Civic service is a voluntary and civic commitment of young people from 16 to 25 years old – to 30 for people with disabilities. Implemented in March 2010, this policy is aimed at promoting social diversity, integration, and citizenship among youth and give them a second to become an active citzen. It is open to French and EU citizens, as well as non-EU citizens who can show evidence that they have been staying in France for more than a year.

The purpose of civic service is to serve the public interest through commitment on projects that cover various areas: culture and leisure activities, international development and humanitarian actions, education for all, environment, remembrance and citizenship, health, solidarity, and sport. The projects can take place in France or abroad and last from 6 to 12 months. For projects taking place abroad, however, the costs of transport and accommodation are not covered.
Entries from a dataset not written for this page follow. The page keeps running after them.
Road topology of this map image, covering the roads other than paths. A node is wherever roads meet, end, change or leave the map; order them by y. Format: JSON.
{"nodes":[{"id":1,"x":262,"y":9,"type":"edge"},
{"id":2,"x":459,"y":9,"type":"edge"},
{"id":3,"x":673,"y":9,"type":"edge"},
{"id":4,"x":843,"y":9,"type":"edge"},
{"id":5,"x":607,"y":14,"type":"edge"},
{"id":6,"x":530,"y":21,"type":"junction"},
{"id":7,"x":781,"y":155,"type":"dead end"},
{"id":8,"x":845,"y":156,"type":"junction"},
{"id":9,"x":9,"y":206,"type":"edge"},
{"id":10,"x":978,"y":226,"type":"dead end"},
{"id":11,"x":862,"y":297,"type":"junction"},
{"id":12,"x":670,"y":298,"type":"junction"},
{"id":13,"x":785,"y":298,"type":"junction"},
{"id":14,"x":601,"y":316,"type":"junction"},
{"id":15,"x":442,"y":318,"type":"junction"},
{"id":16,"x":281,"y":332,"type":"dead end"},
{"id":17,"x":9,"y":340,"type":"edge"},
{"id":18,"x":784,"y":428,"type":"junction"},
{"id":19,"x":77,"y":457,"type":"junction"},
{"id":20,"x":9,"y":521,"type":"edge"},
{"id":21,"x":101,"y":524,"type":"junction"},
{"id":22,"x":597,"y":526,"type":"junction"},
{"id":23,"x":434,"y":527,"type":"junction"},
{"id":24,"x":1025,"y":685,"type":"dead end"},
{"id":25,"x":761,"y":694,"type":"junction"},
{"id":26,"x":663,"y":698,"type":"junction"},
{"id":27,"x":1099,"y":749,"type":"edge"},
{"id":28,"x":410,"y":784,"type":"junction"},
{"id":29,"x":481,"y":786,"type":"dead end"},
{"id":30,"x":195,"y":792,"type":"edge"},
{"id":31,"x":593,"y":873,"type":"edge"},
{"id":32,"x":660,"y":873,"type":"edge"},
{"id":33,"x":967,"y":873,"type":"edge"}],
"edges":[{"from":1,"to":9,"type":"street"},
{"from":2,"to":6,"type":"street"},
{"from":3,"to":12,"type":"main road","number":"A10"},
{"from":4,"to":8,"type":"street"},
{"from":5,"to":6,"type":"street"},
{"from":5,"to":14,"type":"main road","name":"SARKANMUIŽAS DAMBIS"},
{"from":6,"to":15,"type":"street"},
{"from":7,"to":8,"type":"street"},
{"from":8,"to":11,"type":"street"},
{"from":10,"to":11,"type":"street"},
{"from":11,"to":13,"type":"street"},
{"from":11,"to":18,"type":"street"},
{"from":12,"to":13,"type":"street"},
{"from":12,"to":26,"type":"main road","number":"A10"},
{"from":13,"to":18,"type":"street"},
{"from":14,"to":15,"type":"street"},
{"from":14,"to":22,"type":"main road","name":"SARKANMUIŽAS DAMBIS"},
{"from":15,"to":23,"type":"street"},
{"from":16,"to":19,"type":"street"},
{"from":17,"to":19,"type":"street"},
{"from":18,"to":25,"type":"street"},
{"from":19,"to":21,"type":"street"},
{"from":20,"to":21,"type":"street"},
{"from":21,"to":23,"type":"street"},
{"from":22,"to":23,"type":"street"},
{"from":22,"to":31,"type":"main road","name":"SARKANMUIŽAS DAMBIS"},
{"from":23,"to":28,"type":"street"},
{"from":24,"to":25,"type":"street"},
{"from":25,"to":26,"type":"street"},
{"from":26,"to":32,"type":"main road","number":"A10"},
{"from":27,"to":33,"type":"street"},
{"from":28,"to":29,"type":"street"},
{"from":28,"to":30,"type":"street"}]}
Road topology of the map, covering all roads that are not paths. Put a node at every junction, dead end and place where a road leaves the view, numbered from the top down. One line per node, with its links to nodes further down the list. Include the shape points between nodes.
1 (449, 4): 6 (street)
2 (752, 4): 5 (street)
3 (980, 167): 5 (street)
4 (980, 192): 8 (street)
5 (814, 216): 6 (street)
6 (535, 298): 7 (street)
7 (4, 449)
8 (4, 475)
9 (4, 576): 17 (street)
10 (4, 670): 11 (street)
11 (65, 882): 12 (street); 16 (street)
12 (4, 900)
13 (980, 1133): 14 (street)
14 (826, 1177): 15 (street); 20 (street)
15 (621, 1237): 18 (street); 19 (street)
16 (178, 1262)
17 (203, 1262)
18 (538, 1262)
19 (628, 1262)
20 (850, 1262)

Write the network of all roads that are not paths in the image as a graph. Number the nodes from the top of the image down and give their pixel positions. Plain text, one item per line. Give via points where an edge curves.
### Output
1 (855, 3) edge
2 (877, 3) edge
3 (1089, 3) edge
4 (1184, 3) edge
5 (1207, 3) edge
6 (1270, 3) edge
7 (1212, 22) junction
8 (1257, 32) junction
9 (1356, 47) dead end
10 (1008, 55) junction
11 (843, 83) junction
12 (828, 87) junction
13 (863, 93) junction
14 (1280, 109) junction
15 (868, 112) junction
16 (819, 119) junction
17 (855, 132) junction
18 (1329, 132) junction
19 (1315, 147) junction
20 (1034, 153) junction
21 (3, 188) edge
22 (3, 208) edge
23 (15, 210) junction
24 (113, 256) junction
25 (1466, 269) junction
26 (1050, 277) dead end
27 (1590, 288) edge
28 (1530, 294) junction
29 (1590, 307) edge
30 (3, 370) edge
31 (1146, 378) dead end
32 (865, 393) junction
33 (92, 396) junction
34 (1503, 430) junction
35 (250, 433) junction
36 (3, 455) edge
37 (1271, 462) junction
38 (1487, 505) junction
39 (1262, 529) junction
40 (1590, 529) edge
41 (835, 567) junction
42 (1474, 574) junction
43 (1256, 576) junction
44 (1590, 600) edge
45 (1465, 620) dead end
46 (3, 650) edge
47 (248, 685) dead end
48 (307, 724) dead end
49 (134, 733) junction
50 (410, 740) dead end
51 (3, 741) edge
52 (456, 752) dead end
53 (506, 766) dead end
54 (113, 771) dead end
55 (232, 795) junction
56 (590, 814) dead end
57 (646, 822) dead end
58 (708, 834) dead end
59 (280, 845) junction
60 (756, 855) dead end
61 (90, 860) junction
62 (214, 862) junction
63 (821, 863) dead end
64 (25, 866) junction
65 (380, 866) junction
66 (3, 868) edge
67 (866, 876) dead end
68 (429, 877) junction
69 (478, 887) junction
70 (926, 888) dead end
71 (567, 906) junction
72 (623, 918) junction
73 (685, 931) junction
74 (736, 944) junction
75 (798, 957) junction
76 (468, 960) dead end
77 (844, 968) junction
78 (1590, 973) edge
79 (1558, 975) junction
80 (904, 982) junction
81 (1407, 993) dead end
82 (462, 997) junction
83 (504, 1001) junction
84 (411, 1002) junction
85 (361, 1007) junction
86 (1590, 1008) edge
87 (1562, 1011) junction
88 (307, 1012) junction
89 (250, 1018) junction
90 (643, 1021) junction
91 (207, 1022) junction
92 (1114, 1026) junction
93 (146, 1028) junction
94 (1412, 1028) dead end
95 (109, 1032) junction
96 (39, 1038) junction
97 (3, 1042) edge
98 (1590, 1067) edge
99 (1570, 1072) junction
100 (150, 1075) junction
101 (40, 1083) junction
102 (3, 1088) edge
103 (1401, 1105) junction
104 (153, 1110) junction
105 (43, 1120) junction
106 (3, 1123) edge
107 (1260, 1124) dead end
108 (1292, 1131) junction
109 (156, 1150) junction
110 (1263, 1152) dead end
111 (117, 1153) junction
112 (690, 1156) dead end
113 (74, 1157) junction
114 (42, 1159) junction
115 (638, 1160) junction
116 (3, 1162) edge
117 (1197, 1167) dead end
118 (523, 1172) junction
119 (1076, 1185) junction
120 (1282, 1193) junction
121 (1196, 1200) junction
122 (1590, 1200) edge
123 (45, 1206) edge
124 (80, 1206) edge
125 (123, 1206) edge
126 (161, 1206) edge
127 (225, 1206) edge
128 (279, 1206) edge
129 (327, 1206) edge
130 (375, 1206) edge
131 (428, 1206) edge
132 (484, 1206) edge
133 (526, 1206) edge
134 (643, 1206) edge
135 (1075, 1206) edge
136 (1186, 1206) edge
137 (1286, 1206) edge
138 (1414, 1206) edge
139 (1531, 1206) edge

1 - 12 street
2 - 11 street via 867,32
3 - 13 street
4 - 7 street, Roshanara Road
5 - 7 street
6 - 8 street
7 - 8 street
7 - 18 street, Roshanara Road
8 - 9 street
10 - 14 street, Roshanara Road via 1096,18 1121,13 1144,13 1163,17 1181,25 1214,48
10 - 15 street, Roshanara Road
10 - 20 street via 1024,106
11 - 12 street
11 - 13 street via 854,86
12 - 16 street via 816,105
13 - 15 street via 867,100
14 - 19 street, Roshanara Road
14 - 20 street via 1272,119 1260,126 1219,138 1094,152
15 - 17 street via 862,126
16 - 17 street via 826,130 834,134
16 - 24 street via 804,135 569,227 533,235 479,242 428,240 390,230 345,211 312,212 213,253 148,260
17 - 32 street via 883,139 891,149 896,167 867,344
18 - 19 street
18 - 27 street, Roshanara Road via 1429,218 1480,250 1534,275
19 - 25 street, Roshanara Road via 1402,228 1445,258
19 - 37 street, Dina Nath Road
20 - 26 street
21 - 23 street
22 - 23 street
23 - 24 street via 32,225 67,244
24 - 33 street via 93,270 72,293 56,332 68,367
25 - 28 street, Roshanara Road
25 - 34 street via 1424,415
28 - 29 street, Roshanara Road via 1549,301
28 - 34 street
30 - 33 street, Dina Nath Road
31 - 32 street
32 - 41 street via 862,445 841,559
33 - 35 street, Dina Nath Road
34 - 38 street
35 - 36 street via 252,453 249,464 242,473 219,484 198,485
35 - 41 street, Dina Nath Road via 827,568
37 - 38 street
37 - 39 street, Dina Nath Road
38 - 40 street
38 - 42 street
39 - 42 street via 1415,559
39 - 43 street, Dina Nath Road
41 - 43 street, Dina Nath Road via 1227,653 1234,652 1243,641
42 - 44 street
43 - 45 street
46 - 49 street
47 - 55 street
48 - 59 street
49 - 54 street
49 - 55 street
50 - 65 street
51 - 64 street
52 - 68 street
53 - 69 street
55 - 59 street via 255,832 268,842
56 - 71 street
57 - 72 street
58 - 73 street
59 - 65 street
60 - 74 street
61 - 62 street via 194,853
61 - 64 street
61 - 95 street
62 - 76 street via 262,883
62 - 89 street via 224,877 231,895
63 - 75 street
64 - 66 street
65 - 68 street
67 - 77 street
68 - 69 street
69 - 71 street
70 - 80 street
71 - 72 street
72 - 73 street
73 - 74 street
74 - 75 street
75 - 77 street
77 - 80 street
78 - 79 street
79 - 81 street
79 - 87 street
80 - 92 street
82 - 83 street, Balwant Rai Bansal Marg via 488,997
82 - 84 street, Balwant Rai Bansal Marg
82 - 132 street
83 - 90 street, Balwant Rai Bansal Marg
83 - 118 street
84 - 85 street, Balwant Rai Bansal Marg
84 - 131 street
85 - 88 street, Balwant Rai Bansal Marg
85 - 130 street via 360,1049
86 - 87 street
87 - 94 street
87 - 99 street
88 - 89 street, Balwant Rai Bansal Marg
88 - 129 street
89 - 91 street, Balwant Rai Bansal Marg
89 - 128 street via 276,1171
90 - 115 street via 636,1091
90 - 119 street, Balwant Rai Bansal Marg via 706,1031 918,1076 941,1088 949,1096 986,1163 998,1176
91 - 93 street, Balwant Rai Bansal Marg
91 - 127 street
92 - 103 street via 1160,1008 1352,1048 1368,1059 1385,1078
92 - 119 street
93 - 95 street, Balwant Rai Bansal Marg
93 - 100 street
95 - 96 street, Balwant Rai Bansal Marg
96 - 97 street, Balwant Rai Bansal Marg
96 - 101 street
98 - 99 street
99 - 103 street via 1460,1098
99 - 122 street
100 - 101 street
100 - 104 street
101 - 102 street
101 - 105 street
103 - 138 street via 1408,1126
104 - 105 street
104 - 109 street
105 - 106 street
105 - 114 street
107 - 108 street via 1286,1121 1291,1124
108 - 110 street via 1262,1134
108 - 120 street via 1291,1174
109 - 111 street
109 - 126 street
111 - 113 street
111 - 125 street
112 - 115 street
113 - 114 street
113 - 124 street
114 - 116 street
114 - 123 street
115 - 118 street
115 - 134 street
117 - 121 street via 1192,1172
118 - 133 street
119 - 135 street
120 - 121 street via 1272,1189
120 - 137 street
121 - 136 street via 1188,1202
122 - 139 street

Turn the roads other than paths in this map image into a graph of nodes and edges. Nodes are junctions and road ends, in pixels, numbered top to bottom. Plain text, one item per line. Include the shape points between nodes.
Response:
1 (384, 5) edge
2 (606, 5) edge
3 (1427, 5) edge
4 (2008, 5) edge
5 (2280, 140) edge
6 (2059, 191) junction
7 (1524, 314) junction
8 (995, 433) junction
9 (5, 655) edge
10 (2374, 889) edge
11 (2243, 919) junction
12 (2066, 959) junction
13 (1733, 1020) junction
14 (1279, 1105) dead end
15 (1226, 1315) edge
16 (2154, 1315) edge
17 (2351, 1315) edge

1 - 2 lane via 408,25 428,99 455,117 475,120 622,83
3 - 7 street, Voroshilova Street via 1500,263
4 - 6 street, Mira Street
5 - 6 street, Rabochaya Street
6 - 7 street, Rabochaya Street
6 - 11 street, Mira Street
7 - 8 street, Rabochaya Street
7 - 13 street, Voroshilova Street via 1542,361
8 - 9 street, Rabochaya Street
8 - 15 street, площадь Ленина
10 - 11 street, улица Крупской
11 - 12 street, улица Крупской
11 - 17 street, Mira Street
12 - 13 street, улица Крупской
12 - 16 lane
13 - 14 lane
The participants are required to work 24h a week and they receive a monthly indemnity from the government (minimum € 472.97) and the host organisation (minimum € 107.58).

There are no specific qualification requirements for young people wishing to take part in a civic service project. What matters is the will to contribute to the collective interest, to experience social mixing and acquire new personal and professional skills, as well as to promote republican values and solidarity. Host organisations can be associations, NGOs, national or local public institutions, etc. During their project, volunteers are fully covered by the welfare system and receive social benefits.

Civic service is neither a job, nor an internship. It is based purely on volunteerism and can be seen as a stepping stone in the life of the participants, enabling them to broaden their perspectives and discover various aspects of the society. However, civic service can be combined with paid jobs or studies, as long as the participants have enough time to work on their projects (24h/week).

Host organisations have to name a tutor for the follow-up of each volunteer during and after the project. Tutors help volunteers to get ready for and carrying out their tasks, adjust assignments to each volunteer, support them in everyday life on the project and guide them through their thinking process about their future (for example, tutors can help volunteers complete a skills portfolio to highlight the skills they acquired during the project). The host organization also provides civic and citizenship training (theoretical part on notions such as citizenship and practical first-aid training) to the participants.